The facts are stated in the opinion.
Page 205 U. S. 137
MR. JUSTICE HOLMES delivered the opinion of the Court.
These are writs of certiorari to test the validity of
assessments for the widening of an alley in Washington under
the
Page 205 U. S. 138
Act of Congress of July 22, 1892, c. 230, 27 Stat. 255, as
amended by the Act of August 24, 1894, c. 328, 28 Stat. 501. The
writs were quashed by the Supreme Court of the District and the
judgments affirmed by the Court of Appeals. 26 App.D.C. 140, 146.

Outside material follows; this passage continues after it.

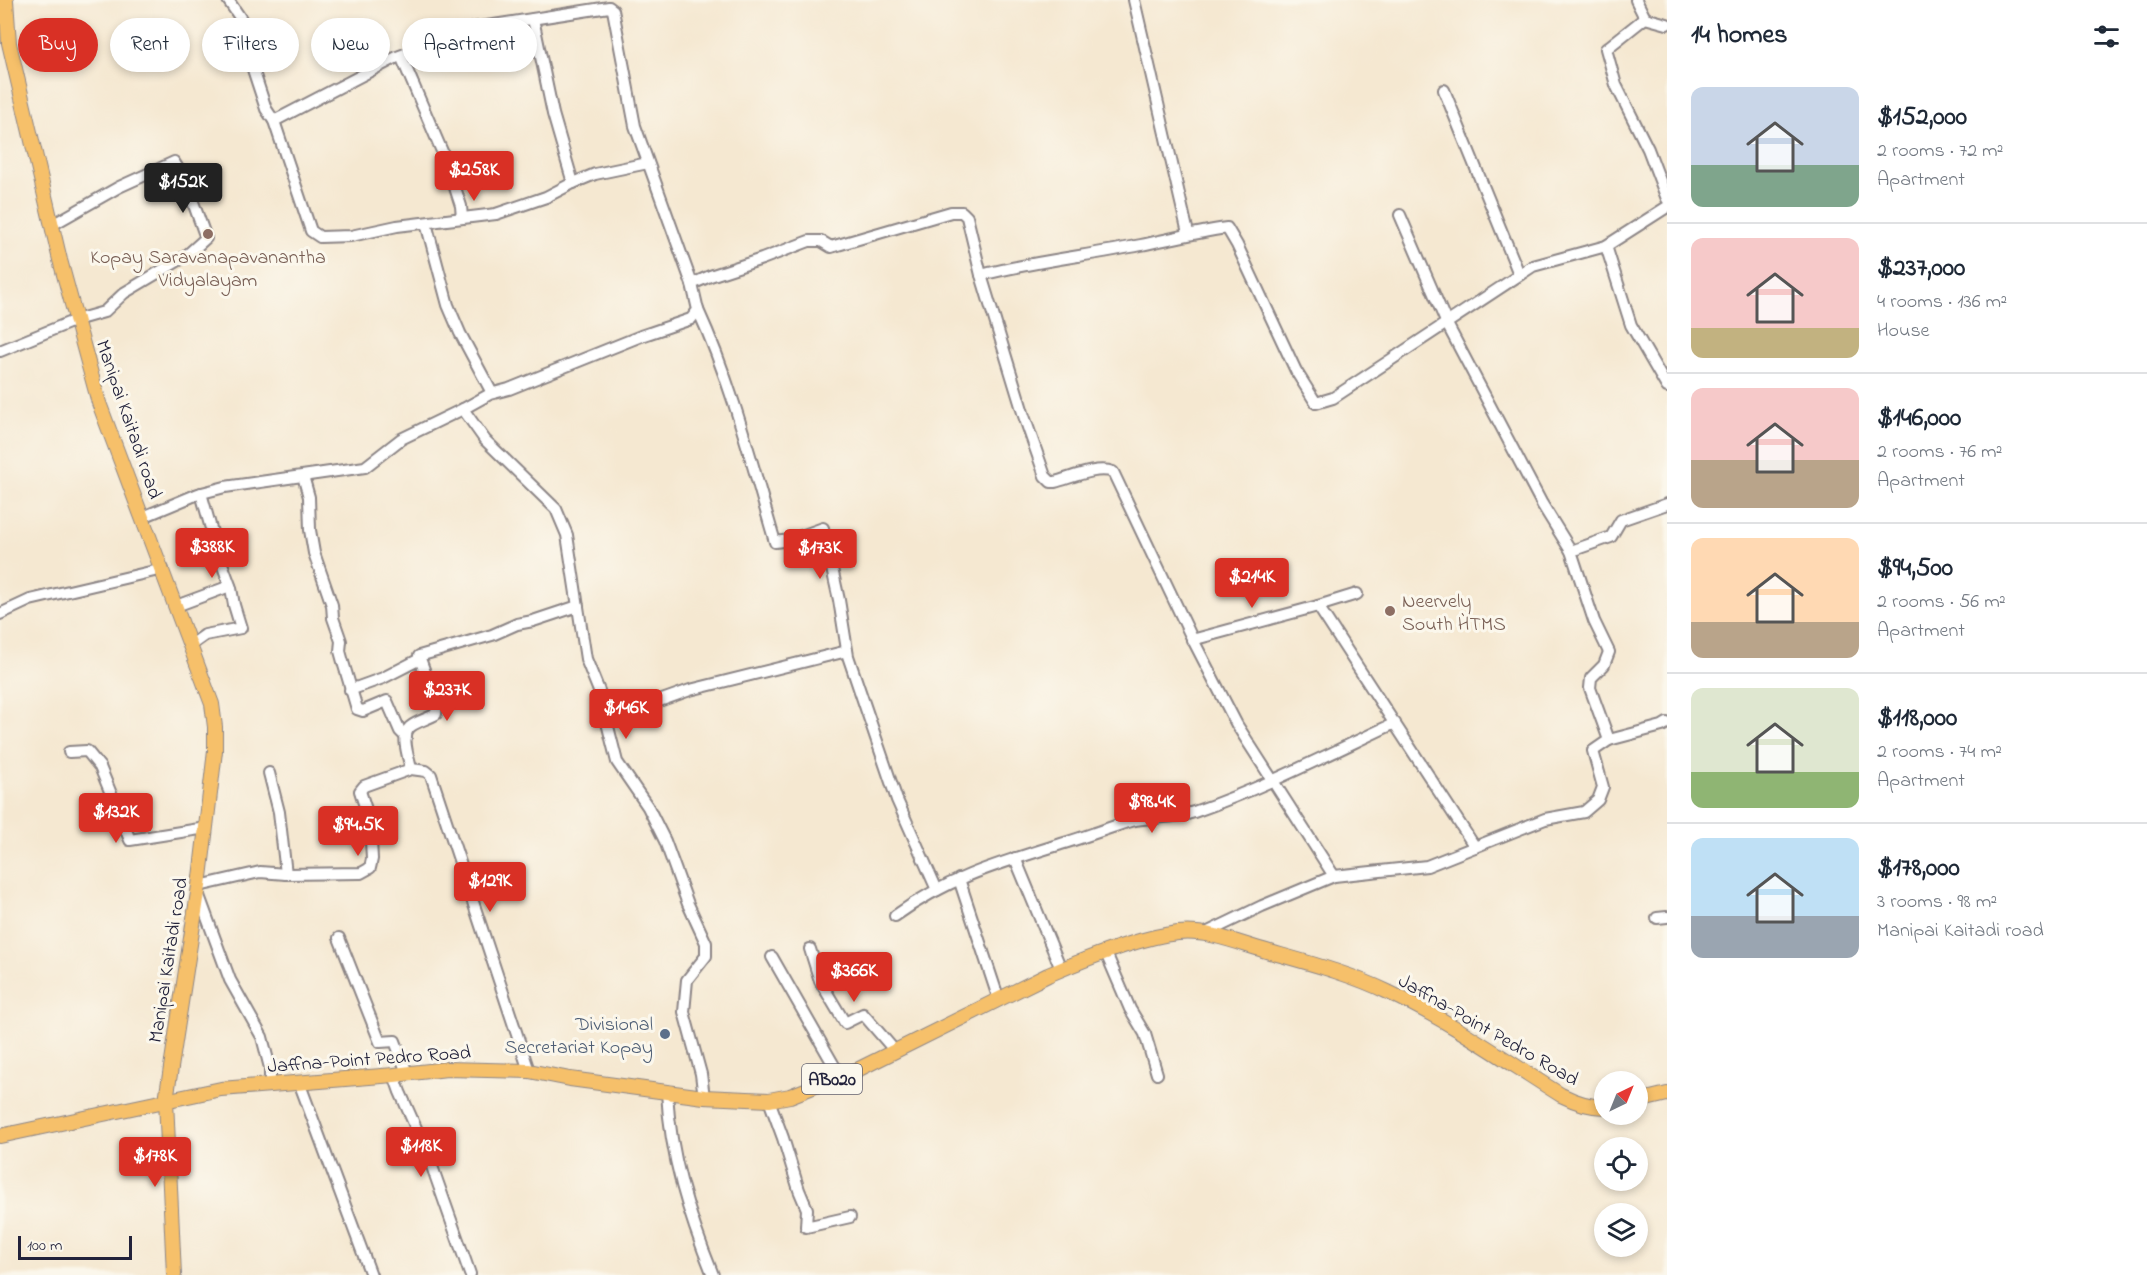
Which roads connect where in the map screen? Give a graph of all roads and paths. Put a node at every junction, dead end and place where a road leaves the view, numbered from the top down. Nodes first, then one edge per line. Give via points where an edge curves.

The principal case is that of Brandenburg, the owner of land taken
for the widening. That of Martin raises questions as to the rights
of a mortgagee of the same land. The main issue is upon the
constitutionality of the act. The statute authorizes the
commissioners of the District to condemn, open, widen, etc., alleys
upon the presentation to them of a plat of the same accompanied by
a petition of the owners of more than one-half of the real estate
in the square in which such alley is sought to be opened, etc., or
in certain other cases. After prescribed preliminaries, the
commissioners are to apply to the marshal of the District to
impanel a jury of twelve disinterested citizens, and the marshal is
to impanel them, first giving ten days' notice to each proprietor
of land in the square. The jury is to appraise the damages to real
estate and also is to "apportion an amount equal to the amount of
said damages so ascertained and appraised as aforesaid," including
fixed pay for the marshal and jury, "according as each lot or part
of lot of land in such square may be benefited by the opening,
widening, extending, or straightening such alley," with certain
deductions. The amendment authorizes the commissioners to open
minor streets, to run through a square, etc., whenever, in the
judgment of said commissioners, the public interests require
it.
The law is not a legislative adjudication concerning a
particular place and a particular plan, like the one before the
Court in
Wight v. Davidson, 181 U.
S. 371. It is a general prospective law. The charges in
all cases are to be apportioned within the limited taxing district
of a square, and therefore it well may happen, it is argued, that
they exceed the benefit conferred, in some case of which Congress
never thought and upon which it could not have passed. The present
is said to be a flagrant instance of that sort. If this be true,
perhaps the objection
Page 205 U. S. 139
to the act would not be disposed of by the decision in
Louisville & Nashville R. Co. v. Barber Asphalt Paving
Co., 197 U. S. 430.
That case dealt with the same objection, to be sure, in point of
form, but a very different one in point of substance. The
assessment in question there was an assessment for grading and
paving, and it was pointed out that a legislature would be
warranted in assuming that grading and paving streets in a good
sized city commonly would benefit adjoining land more than it would
cost. The chance of the cost's being greater than the benefit is
slight, and the excess, if any, would be small. These and other
considerations were thought to outweigh a merely logical or
mathematical possibility on the other side, and to warrant
sustaining an old and familiar method of taxation. It was
emphasized that there should not be extracted from the very general
language of the Fourteenth Amendment a system of delusive exactness
and merely logical form.
But when the chance of the cost's exceeding the benefit grows
large, and the amount of the not improbable excess is great, it may
not follow that the case last cited will be a precedent.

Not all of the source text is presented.